• WORK ORDER: Work through the data below and give the number of lines holding "dead", nothing more.

• LISTED RECORDS:
|---|
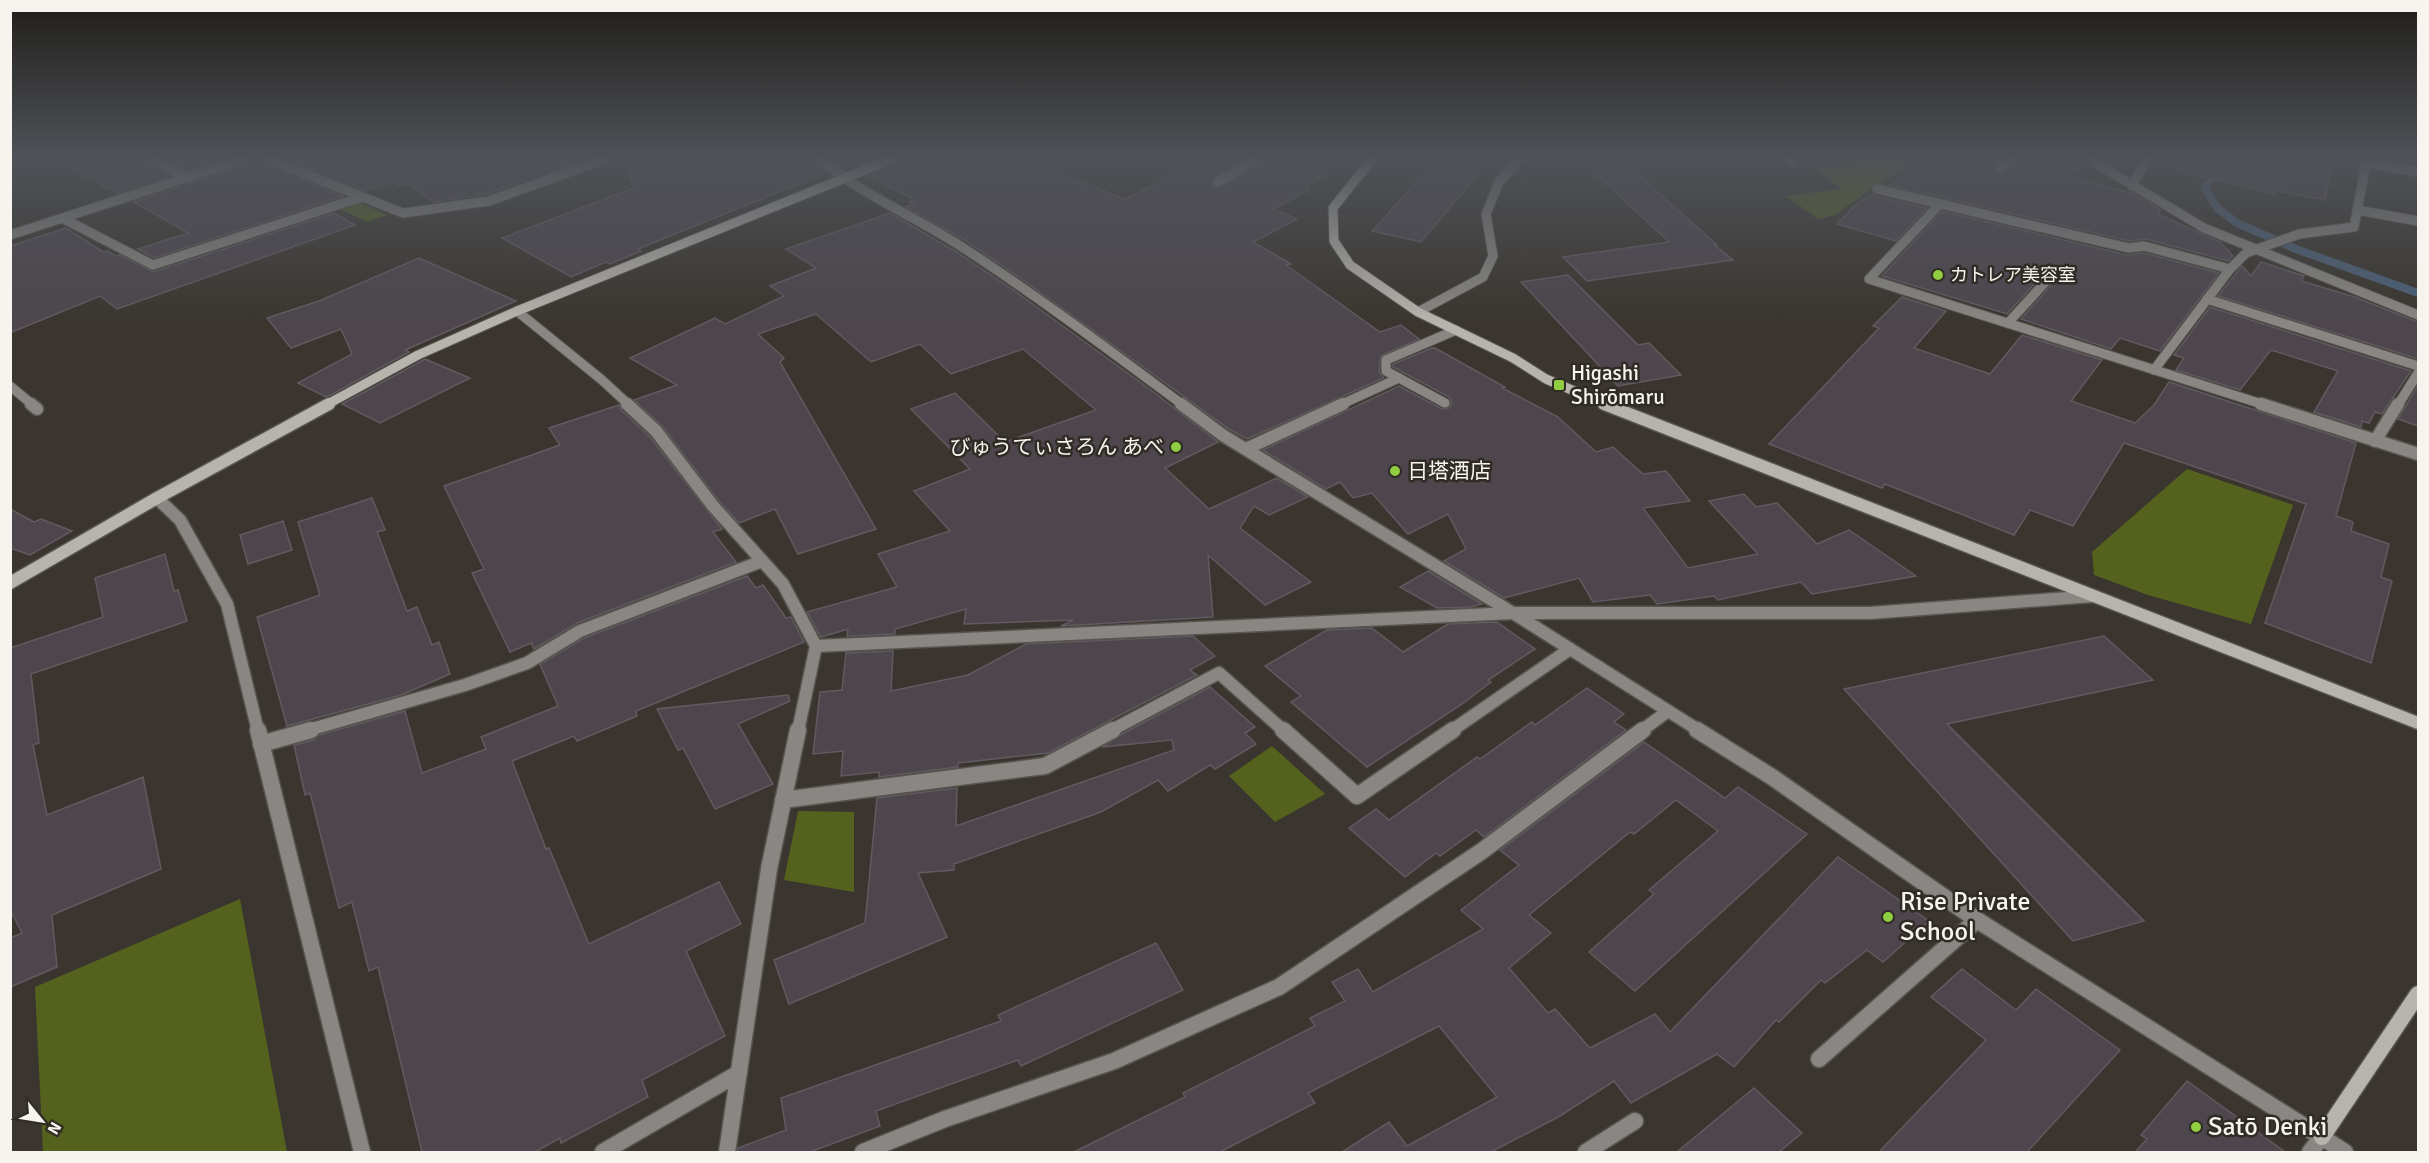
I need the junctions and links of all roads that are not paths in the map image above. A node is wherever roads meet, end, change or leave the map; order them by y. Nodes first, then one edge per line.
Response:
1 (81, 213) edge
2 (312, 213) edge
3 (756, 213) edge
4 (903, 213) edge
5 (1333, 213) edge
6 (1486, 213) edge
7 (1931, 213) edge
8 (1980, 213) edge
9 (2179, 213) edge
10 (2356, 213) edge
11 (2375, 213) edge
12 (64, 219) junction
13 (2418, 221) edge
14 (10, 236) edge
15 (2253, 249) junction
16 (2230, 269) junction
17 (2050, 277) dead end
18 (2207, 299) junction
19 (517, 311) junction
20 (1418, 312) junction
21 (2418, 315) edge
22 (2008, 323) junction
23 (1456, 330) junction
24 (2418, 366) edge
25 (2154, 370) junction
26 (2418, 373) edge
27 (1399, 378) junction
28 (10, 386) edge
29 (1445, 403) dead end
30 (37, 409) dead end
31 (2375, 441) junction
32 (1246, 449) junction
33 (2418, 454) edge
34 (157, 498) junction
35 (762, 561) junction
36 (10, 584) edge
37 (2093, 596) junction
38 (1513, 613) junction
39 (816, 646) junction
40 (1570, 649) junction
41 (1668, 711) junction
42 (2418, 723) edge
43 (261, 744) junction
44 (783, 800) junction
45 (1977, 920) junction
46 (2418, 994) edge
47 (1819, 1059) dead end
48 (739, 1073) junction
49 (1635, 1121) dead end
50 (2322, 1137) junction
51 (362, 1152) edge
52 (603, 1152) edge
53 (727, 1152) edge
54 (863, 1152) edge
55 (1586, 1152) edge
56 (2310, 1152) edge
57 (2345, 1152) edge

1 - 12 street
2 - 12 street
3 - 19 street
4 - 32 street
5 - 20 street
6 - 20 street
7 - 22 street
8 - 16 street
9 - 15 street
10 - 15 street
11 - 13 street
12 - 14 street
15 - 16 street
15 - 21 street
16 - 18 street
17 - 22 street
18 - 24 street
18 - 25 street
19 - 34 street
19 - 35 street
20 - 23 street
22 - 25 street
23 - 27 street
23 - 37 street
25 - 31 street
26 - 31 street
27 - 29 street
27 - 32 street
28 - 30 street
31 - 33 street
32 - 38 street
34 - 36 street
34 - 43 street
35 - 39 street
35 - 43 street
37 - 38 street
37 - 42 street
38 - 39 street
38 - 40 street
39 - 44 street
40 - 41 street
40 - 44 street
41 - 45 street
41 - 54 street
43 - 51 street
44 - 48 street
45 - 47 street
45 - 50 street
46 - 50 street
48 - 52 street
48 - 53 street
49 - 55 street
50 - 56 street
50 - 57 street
|---|
• WRITTEN RESPONSE: 5